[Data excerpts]
++++++++++++++++++++
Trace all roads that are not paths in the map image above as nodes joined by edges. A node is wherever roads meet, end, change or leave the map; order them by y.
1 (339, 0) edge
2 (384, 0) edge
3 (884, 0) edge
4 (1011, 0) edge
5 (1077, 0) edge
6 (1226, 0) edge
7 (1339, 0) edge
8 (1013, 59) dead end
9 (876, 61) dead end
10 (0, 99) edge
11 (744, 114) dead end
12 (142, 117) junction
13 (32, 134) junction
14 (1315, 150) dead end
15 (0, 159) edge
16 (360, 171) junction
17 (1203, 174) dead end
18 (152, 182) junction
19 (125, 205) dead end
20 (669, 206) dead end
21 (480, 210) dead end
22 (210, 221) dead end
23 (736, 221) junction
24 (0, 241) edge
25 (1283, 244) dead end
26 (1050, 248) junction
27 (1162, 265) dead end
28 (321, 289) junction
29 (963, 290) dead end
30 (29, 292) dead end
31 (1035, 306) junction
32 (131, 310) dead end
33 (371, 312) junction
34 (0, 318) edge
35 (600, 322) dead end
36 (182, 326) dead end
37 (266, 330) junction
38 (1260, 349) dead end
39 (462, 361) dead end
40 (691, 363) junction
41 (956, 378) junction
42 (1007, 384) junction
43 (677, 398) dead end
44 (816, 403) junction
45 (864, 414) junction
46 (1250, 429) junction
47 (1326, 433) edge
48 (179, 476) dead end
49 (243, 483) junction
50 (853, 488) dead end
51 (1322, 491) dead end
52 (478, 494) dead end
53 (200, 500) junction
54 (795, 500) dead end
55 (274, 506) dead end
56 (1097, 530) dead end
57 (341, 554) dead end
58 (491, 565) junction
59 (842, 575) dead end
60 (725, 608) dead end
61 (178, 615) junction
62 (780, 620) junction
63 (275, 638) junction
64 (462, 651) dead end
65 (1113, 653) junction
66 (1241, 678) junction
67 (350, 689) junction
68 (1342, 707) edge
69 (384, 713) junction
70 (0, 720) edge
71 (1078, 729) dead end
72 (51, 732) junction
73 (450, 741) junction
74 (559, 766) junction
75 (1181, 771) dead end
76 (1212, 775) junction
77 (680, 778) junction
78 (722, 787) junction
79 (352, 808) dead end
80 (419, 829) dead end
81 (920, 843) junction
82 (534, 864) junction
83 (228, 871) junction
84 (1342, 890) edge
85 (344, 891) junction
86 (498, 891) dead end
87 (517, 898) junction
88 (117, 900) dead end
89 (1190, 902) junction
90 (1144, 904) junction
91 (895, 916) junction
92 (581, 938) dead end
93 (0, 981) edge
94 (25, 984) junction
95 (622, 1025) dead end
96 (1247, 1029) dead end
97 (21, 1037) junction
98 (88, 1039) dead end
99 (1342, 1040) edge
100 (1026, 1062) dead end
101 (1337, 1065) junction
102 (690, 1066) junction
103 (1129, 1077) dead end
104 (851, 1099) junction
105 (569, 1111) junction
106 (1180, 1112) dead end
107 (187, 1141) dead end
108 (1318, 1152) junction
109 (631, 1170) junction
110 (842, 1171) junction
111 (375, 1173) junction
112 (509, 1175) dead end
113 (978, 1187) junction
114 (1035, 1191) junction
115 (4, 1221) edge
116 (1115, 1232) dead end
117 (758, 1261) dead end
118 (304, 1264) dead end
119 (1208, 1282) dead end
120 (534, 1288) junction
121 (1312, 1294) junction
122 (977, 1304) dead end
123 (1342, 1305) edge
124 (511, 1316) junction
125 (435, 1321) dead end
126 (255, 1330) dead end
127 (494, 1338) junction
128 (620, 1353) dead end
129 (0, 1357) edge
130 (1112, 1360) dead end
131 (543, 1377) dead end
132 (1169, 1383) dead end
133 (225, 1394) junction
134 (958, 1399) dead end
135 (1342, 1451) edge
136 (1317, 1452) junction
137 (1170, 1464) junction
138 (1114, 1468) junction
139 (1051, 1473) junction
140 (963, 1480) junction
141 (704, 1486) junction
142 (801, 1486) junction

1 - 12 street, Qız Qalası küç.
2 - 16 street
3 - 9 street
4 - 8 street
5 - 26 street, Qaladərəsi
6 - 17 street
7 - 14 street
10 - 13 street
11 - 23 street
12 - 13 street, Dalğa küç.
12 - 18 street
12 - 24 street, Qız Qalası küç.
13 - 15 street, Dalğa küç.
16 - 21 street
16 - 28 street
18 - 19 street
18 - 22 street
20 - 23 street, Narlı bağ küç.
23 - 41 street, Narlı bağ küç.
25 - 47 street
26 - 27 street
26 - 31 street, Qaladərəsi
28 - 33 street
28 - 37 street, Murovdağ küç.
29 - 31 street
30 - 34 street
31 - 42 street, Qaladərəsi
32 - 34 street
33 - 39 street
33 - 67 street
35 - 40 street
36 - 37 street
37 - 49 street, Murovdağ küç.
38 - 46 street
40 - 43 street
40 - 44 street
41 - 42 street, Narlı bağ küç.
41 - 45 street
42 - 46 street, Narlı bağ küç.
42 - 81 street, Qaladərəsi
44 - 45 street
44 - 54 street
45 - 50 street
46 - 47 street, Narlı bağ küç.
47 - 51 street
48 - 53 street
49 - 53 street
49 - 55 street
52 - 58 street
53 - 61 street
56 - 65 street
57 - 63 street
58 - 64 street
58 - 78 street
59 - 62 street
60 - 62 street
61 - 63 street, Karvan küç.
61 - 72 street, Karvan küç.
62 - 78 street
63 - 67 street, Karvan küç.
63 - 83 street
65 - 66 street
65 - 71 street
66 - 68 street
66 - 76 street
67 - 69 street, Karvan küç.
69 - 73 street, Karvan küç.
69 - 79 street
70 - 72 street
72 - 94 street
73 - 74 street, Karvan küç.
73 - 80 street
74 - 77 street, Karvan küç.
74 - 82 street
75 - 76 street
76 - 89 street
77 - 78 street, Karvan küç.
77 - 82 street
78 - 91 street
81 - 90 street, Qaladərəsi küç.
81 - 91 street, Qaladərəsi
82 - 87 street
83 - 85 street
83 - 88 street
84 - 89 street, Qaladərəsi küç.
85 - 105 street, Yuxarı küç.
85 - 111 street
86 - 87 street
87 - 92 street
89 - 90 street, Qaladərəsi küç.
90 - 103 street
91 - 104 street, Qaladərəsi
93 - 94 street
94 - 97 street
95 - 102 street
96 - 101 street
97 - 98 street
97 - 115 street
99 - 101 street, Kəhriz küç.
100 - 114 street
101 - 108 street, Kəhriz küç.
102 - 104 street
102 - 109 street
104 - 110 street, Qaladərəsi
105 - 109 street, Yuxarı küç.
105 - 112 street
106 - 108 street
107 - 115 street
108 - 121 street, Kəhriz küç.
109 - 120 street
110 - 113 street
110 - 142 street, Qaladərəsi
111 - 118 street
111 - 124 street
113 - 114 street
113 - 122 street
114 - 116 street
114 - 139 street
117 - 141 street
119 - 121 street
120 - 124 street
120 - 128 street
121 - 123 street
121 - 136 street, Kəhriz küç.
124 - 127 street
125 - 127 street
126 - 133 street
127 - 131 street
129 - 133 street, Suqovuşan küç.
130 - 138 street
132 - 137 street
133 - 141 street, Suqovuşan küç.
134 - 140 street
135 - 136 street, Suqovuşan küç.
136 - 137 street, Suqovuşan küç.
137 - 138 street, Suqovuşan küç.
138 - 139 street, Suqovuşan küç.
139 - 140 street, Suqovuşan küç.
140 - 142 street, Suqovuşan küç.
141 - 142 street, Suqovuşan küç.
++++++++++++++++++++
• Task objective
Set down each entry from above once more, exactly as written.

• Answer for the task
Trace all roads that are not paths in the map image above as nodes joined by edges. A node is wherever roads meet, end, change or leave the map; order them by y.
1 (339, 0) edge
2 (384, 0) edge
3 (884, 0) edge
4 (1011, 0) edge
5 (1077, 0) edge
6 (1226, 0) edge
7 (1339, 0) edge
8 (1013, 59) dead end
9 (876, 61) dead end
10 (0, 99) edge
11 (744, 114) dead end
12 (142, 117) junction
13 (32, 134) junction
14 (1315, 150) dead end
15 (0, 159) edge
16 (360, 171) junction
17 (1203, 174) dead end
18 (152, 182) junction
19 (125, 205) dead end
20 (669, 206) dead end
21 (480, 210) dead end
22 (210, 221) dead end
23 (736, 221) junction
24 (0, 241) edge
25 (1283, 244) dead end
26 (1050, 248) junction
27 (1162, 265) dead end
28 (321, 289) junction
29 (963, 290) dead end
30 (29, 292) dead end
31 (1035, 306) junction
32 (131, 310) dead end
33 (371, 312) junction
34 (0, 318) edge
35 (600, 322) dead end
36 (182, 326) dead end
37 (266, 330) junction
38 (1260, 349) dead end
39 (462, 361) dead end
40 (691, 363) junction
41 (956, 378) junction
42 (1007, 384) junction
43 (677, 398) dead end
44 (816, 403) junction
45 (864, 414) junction
46 (1250, 429) junction
47 (1326, 433) edge
48 (179, 476) dead end
49 (243, 483) junction
50 (853, 488) dead end
51 (1322, 491) dead end
52 (478, 494) dead end
53 (200, 500) junction
54 (795, 500) dead end
55 (274, 506) dead end
56 (1097, 530) dead end
57 (341, 554) dead end
58 (491, 565) junction
59 (842, 575) dead end
60 (725, 608) dead end
61 (178, 615) junction
62 (780, 620) junction
63 (275, 638) junction
64 (462, 651) dead end
65 (1113, 653) junction
66 (1241, 678) junction
67 (350, 689) junction
68 (1342, 707) edge
69 (384, 713) junction
70 (0, 720) edge
71 (1078, 729) dead end
72 (51, 732) junction
73 (450, 741) junction
74 (559, 766) junction
75 (1181, 771) dead end
76 (1212, 775) junction
77 (680, 778) junction
78 (722, 787) junction
79 (352, 808) dead end
80 (419, 829) dead end
81 (920, 843) junction
82 (534, 864) junction
83 (228, 871) junction
84 (1342, 890) edge
85 (344, 891) junction
86 (498, 891) dead end
87 (517, 898) junction
88 (117, 900) dead end
89 (1190, 902) junction
90 (1144, 904) junction
91 (895, 916) junction
92 (581, 938) dead end
93 (0, 981) edge
94 (25, 984) junction
95 (622, 1025) dead end
96 (1247, 1029) dead end
97 (21, 1037) junction
98 (88, 1039) dead end
99 (1342, 1040) edge
100 (1026, 1062) dead end
101 (1337, 1065) junction
102 (690, 1066) junction
103 (1129, 1077) dead end
104 (851, 1099) junction
105 (569, 1111) junction
106 (1180, 1112) dead end
107 (187, 1141) dead end
108 (1318, 1152) junction
109 (631, 1170) junction
110 (842, 1171) junction
111 (375, 1173) junction
112 (509, 1175) dead end
113 (978, 1187) junction
114 (1035, 1191) junction
115 (4, 1221) edge
116 (1115, 1232) dead end
117 (758, 1261) dead end
118 (304, 1264) dead end
119 (1208, 1282) dead end
120 (534, 1288) junction
121 (1312, 1294) junction
122 (977, 1304) dead end
123 (1342, 1305) edge
124 (511, 1316) junction
125 (435, 1321) dead end
126 (255, 1330) dead end
127 (494, 1338) junction
128 (620, 1353) dead end
129 (0, 1357) edge
130 (1112, 1360) dead end
131 (543, 1377) dead end
132 (1169, 1383) dead end
133 (225, 1394) junction
134 (958, 1399) dead end
135 (1342, 1451) edge
136 (1317, 1452) junction
137 (1170, 1464) junction
138 (1114, 1468) junction
139 (1051, 1473) junction
140 (963, 1480) junction
141 (704, 1486) junction
142 (801, 1486) junction

1 - 12 street, Qız Qalası küç.
2 - 16 street
3 - 9 street
4 - 8 street
5 - 26 street, Qaladərəsi
6 - 17 street
7 - 14 street
10 - 13 street
11 - 23 street
12 - 13 street, Dalğa küç.
12 - 18 street
12 - 24 street, Qız Qalası küç.
13 - 15 street, Dalğa küç.
16 - 21 street
16 - 28 street
18 - 19 street
18 - 22 street
20 - 23 street, Narlı bağ küç.
23 - 41 street, Narlı bağ küç.
25 - 47 street
26 - 27 street
26 - 31 street, Qaladərəsi
28 - 33 street
28 - 37 street, Murovdağ küç.
29 - 31 street
30 - 34 street
31 - 42 street, Qaladərəsi
32 - 34 street
33 - 39 street
33 - 67 street
35 - 40 street
36 - 37 street
37 - 49 street, Murovdağ küç.
38 - 46 street
40 - 43 street
40 - 44 street
41 - 42 street, Narlı bağ küç.
41 - 45 street
42 - 46 street, Narlı bağ küç.
42 - 81 street, Qaladərəsi
44 - 45 street
44 - 54 street
45 - 50 street
46 - 47 street, Narlı bağ küç.
47 - 51 street
48 - 53 street
49 - 53 street
49 - 55 street
52 - 58 street
53 - 61 street
56 - 65 street
57 - 63 street
58 - 64 street
58 - 78 street
59 - 62 street
60 - 62 street
61 - 63 street, Karvan küç.
61 - 72 street, Karvan küç.
62 - 78 street
63 - 67 street, Karvan küç.
63 - 83 street
65 - 66 street
65 - 71 street
66 - 68 street
66 - 76 street
67 - 69 street, Karvan küç.
69 - 73 street, Karvan küç.
69 - 79 street
70 - 72 street
72 - 94 street
73 - 74 street, Karvan küç.
73 - 80 street
74 - 77 street, Karvan küç.
74 - 82 street
75 - 76 street
76 - 89 street
77 - 78 street, Karvan küç.
77 - 82 street
78 - 91 street
81 - 90 street, Qaladərəsi küç.
81 - 91 street, Qaladərəsi
82 - 87 street
83 - 85 street
83 - 88 street
84 - 89 street, Qaladərəsi küç.
85 - 105 street, Yuxarı küç.
85 - 111 street
86 - 87 street
87 - 92 street
89 - 90 street, Qaladərəsi küç.
90 - 103 street
91 - 104 street, Qaladərəsi
93 - 94 street
94 - 97 street
95 - 102 street
96 - 101 street
97 - 98 street
97 - 115 street
99 - 101 street, Kəhriz küç.
100 - 114 street
101 - 108 street, Kəhriz küç.
102 - 104 street
102 - 109 street
104 - 110 street, Qaladərəsi
105 - 109 street, Yuxarı küç.
105 - 112 street
106 - 108 street
107 - 115 street
108 - 121 street, Kəhriz küç.
109 - 120 street
110 - 113 street
110 - 142 street, Qaladərəsi
111 - 118 street
111 - 124 street
113 - 114 street
113 - 122 street
114 - 116 street
114 - 139 street
117 - 141 street
119 - 121 street
120 - 124 street
120 - 128 street
121 - 123 street
121 - 136 street, Kəhriz küç.
124 - 127 street
125 - 127 street
126 - 133 street
127 - 131 street
129 - 133 street, Suqovuşan küç.
130 - 138 street
132 - 137 street
133 - 141 street, Suqovuşan küç.
134 - 140 street
135 - 136 street, Suqovuşan küç.
136 - 137 street, Suqovuşan küç.
137 - 138 street, Suqovuşan küç.
138 - 139 street, Suqovuşan küç.
139 - 140 street, Suqovuşan küç.
140 - 142 street, Suqovuşan küç.
141 - 142 street, Suqovuşan küç.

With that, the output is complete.